> **Task brief**:
Search the records for the word "Manila" and copy every line in which it occurs.

> **Source information**:
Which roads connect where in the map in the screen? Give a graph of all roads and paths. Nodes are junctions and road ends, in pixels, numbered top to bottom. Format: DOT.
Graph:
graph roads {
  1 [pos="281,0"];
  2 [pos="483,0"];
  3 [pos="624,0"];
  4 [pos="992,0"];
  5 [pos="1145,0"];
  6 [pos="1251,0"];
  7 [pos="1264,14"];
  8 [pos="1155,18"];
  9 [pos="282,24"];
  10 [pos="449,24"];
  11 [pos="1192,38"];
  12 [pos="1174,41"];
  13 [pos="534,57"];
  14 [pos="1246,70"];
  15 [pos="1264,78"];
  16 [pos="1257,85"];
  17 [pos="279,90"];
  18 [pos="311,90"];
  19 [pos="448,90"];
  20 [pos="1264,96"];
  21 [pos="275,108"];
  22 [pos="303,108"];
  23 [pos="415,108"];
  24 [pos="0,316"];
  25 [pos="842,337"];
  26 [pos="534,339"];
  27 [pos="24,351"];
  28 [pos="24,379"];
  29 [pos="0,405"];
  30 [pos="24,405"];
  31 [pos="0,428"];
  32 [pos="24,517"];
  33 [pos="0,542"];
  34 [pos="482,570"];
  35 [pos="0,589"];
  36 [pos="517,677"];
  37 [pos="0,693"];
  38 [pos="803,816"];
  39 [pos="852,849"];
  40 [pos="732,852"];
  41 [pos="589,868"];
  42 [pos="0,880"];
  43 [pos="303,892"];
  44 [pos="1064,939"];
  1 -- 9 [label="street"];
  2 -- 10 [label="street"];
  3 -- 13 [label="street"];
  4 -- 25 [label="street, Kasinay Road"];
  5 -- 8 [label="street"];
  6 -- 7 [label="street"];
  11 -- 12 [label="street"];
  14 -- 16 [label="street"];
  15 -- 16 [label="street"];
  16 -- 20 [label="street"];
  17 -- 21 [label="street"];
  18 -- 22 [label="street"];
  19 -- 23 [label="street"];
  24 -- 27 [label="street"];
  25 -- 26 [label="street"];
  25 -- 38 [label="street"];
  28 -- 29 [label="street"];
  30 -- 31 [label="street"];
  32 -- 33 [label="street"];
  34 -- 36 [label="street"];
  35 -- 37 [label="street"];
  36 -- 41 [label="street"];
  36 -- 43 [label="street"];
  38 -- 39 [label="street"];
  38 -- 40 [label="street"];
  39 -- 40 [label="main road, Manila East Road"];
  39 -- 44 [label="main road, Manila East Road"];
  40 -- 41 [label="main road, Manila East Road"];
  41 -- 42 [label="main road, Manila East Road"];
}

> **Completed task**:
  39 -- 40 [label="main road, Manila East Road"];
  39 -- 44 [label="main road, Manila East Road"];
  40 -- 41 [label="main road, Manila East Road"];
  41 -- 42 [label="main road, Manila East Road"];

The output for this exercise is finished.